Saved data entries
# # #

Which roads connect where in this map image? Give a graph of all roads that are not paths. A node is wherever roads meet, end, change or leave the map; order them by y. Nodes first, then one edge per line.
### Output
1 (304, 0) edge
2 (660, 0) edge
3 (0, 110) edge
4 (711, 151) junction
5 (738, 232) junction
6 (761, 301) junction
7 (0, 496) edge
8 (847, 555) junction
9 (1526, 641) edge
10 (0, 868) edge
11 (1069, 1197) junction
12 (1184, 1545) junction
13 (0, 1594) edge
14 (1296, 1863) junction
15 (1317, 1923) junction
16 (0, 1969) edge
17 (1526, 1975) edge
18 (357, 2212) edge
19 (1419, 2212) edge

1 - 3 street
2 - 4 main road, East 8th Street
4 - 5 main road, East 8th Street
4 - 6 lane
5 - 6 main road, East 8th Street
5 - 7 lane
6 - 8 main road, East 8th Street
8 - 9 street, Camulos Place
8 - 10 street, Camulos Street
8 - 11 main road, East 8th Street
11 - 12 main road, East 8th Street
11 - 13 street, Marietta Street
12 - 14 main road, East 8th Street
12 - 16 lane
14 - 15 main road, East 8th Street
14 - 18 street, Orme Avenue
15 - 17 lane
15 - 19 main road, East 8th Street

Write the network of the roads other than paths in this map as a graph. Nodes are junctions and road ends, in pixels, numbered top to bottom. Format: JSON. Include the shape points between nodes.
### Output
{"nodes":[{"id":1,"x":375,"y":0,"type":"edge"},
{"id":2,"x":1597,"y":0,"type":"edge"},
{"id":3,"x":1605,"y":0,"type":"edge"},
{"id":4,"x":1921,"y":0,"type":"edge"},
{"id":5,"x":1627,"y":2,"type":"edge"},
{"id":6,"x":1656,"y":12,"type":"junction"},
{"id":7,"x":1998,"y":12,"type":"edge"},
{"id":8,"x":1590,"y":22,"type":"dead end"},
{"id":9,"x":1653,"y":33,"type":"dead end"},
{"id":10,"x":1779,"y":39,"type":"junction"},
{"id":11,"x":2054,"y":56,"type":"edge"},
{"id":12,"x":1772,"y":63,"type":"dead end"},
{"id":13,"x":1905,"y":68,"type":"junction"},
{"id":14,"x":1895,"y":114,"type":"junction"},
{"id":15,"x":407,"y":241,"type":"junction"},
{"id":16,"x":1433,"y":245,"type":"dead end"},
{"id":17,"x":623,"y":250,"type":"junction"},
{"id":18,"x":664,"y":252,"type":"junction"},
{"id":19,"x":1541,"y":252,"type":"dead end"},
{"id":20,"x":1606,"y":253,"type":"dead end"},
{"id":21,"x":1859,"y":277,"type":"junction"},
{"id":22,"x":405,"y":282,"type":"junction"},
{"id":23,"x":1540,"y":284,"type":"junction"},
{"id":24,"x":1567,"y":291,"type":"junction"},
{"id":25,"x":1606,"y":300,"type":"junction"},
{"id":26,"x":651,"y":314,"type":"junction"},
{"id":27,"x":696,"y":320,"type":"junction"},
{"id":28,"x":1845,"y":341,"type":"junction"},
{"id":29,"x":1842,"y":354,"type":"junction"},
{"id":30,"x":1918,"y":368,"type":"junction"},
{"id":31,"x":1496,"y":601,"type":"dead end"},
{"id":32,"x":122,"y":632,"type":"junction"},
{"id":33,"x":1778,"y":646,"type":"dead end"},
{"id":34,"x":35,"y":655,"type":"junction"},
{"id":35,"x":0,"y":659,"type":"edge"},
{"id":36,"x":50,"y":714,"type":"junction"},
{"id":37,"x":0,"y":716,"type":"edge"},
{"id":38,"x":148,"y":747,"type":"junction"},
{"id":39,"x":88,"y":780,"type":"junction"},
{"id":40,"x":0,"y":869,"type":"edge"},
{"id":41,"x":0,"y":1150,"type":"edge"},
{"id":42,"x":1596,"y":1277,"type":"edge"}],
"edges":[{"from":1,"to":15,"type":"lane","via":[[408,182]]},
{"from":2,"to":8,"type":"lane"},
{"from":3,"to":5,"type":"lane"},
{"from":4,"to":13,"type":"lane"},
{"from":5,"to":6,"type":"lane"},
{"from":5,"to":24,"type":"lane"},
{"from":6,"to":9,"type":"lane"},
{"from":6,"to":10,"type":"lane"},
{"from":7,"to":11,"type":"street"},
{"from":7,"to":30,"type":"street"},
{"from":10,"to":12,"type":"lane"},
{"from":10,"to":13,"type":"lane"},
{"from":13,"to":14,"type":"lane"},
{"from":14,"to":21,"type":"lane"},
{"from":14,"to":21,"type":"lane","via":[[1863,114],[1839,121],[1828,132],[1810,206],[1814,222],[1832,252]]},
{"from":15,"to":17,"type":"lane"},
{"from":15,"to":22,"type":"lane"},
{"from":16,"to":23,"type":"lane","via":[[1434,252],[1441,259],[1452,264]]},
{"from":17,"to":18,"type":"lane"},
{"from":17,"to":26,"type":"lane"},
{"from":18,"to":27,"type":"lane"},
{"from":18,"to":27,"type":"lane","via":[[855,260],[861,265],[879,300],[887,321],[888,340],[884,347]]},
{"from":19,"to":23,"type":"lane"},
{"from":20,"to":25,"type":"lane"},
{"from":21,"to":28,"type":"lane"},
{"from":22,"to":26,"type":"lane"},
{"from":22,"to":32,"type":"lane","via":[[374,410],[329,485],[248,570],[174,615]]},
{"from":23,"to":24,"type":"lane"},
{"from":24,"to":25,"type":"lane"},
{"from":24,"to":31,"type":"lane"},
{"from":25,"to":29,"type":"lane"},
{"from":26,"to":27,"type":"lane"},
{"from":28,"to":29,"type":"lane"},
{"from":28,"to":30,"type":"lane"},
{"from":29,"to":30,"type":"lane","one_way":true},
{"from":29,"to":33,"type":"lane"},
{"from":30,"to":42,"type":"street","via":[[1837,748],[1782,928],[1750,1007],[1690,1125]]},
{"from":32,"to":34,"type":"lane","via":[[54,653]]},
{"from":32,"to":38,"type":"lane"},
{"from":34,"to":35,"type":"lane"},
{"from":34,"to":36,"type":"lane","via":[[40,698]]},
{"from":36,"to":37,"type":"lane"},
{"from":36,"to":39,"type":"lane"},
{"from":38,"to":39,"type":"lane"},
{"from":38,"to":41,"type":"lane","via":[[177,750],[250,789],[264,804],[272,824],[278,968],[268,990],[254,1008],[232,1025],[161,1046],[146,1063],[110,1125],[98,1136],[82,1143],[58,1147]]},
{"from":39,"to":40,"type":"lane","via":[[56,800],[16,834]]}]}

# # #

What you should do:
Print every record exactly, so that each word matches what is written above.

Result of this task:
Which roads connect where in this map image? Give a graph of all roads that are not paths. A node is wherever roads meet, end, change or leave the map; order them by y. Nodes first, then one edge per line.
### Output
1 (304, 0) edge
2 (660, 0) edge
3 (0, 110) edge
4 (711, 151) junction
5 (738, 232) junction
6 (761, 301) junction
7 (0, 496) edge
8 (847, 555) junction
9 (1526, 641) edge
10 (0, 868) edge
11 (1069, 1197) junction
12 (1184, 1545) junction
13 (0, 1594) edge
14 (1296, 1863) junction
15 (1317, 1923) junction
16 (0, 1969) edge
17 (1526, 1975) edge
18 (357, 2212) edge
19 (1419, 2212) edge

1 - 3 street
2 - 4 main road, East 8th Street
4 - 5 main road, East 8th Street
4 - 6 lane
5 - 6 main road, East 8th Street
5 - 7 lane
6 - 8 main road, East 8th Street
8 - 9 street, Camulos Place
8 - 10 street, Camulos Street
8 - 11 main road, East 8th Street
11 - 12 main road, East 8th Street
11 - 13 street, Marietta Street
12 - 14 main road, East 8th Street
12 - 16 lane
14 - 15 main road, East 8th Street
14 - 18 street, Orme Avenue
15 - 17 lane
15 - 19 main road, East 8th Street

Write the network of the roads other than paths in this map as a graph. Nodes are junctions and road ends, in pixels, numbered top to bottom. Format: JSON. Include the shape points between nodes.
### Output
{"nodes":[{"id":1,"x":375,"y":0,"type":"edge"},
{"id":2,"x":1597,"y":0,"type":"edge"},
{"id":3,"x":1605,"y":0,"type":"edge"},
{"id":4,"x":1921,"y":0,"type":"edge"},
{"id":5,"x":1627,"y":2,"type":"edge"},
{"id":6,"x":1656,"y":12,"type":"junction"},
{"id":7,"x":1998,"y":12,"type":"edge"},
{"id":8,"x":1590,"y":22,"type":"dead end"},
{"id":9,"x":1653,"y":33,"type":"dead end"},
{"id":10,"x":1779,"y":39,"type":"junction"},
{"id":11,"x":2054,"y":56,"type":"edge"},
{"id":12,"x":1772,"y":63,"type":"dead end"},
{"id":13,"x":1905,"y":68,"type":"junction"},
{"id":14,"x":1895,"y":114,"type":"junction"},
{"id":15,"x":407,"y":241,"type":"junction"},
{"id":16,"x":1433,"y":245,"type":"dead end"},
{"id":17,"x":623,"y":250,"type":"junction"},
{"id":18,"x":664,"y":252,"type":"junction"},
{"id":19,"x":1541,"y":252,"type":"dead end"},
{"id":20,"x":1606,"y":253,"type":"dead end"},
{"id":21,"x":1859,"y":277,"type":"junction"},
{"id":22,"x":405,"y":282,"type":"junction"},
{"id":23,"x":1540,"y":284,"type":"junction"},
{"id":24,"x":1567,"y":291,"type":"junction"},
{"id":25,"x":1606,"y":300,"type":"junction"},
{"id":26,"x":651,"y":314,"type":"junction"},
{"id":27,"x":696,"y":320,"type":"junction"},
{"id":28,"x":1845,"y":341,"type":"junction"},
{"id":29,"x":1842,"y":354,"type":"junction"},
{"id":30,"x":1918,"y":368,"type":"junction"},
{"id":31,"x":1496,"y":601,"type":"dead end"},
{"id":32,"x":122,"y":632,"type":"junction"},
{"id":33,"x":1778,"y":646,"type":"dead end"},
{"id":34,"x":35,"y":655,"type":"junction"},
{"id":35,"x":0,"y":659,"type":"edge"},
{"id":36,"x":50,"y":714,"type":"junction"},
{"id":37,"x":0,"y":716,"type":"edge"},
{"id":38,"x":148,"y":747,"type":"junction"},
{"id":39,"x":88,"y":780,"type":"junction"},
{"id":40,"x":0,"y":869,"type":"edge"},
{"id":41,"x":0,"y":1150,"type":"edge"},
{"id":42,"x":1596,"y":1277,"type":"edge"}],
"edges":[{"from":1,"to":15,"type":"lane","via":[[408,182]]},
{"from":2,"to":8,"type":"lane"},
{"from":3,"to":5,"type":"lane"},
{"from":4,"to":13,"type":"lane"},
{"from":5,"to":6,"type":"lane"},
{"from":5,"to":24,"type":"lane"},
{"from":6,"to":9,"type":"lane"},
{"from":6,"to":10,"type":"lane"},
{"from":7,"to":11,"type":"street"},
{"from":7,"to":30,"type":"street"},
{"from":10,"to":12,"type":"lane"},
{"from":10,"to":13,"type":"lane"},
{"from":13,"to":14,"type":"lane"},
{"from":14,"to":21,"type":"lane"},
{"from":14,"to":21,"type":"lane","via":[[1863,114],[1839,121],[1828,132],[1810,206],[1814,222],[1832,252]]},
{"from":15,"to":17,"type":"lane"},
{"from":15,"to":22,"type":"lane"},
{"from":16,"to":23,"type":"lane","via":[[1434,252],[1441,259],[1452,264]]},
{"from":17,"to":18,"type":"lane"},
{"from":17,"to":26,"type":"lane"},
{"from":18,"to":27,"type":"lane"},
{"from":18,"to":27,"type":"lane","via":[[855,260],[861,265],[879,300],[887,321],[888,340],[884,347]]},
{"from":19,"to":23,"type":"lane"},
{"from":20,"to":25,"type":"lane"},
{"from":21,"to":28,"type":"lane"},
{"from":22,"to":26,"type":"lane"},
{"from":22,"to":32,"type":"lane","via":[[374,410],[329,485],[248,570],[174,615]]},
{"from":23,"to":24,"type":"lane"},
{"from":24,"to":25,"type":"lane"},
{"from":24,"to":31,"type":"lane"},
{"from":25,"to":29,"type":"lane"},
{"from":26,"to":27,"type":"lane"},
{"from":28,"to":29,"type":"lane"},
{"from":28,"to":30,"type":"lane"},
{"from":29,"to":30,"type":"lane","one_way":true},
{"from":29,"to":33,"type":"lane"},
{"from":30,"to":42,"type":"street","via":[[1837,748],[1782,928],[1750,1007],[1690,1125]]},
{"from":32,"to":34,"type":"lane","via":[[54,653]]},
{"from":32,"to":38,"type":"lane"},
{"from":34,"to":35,"type":"lane"},
{"from":34,"to":36,"type":"lane","via":[[40,698]]},
{"from":36,"to":37,"type":"lane"},
{"from":36,"to":39,"type":"lane"},
{"from":38,"to":39,"type":"lane"},
{"from":38,"to":41,"type":"lane","via":[[177,750],[250,789],[264,804],[272,824],[278,968],[268,990],[254,1008],[232,1025],[161,1046],[146,1063],[110,1125],[98,1136],[82,1143],[58,1147]]},
{"from":39,"to":40,"type":"lane","via":[[56,800],[16,834]]}]}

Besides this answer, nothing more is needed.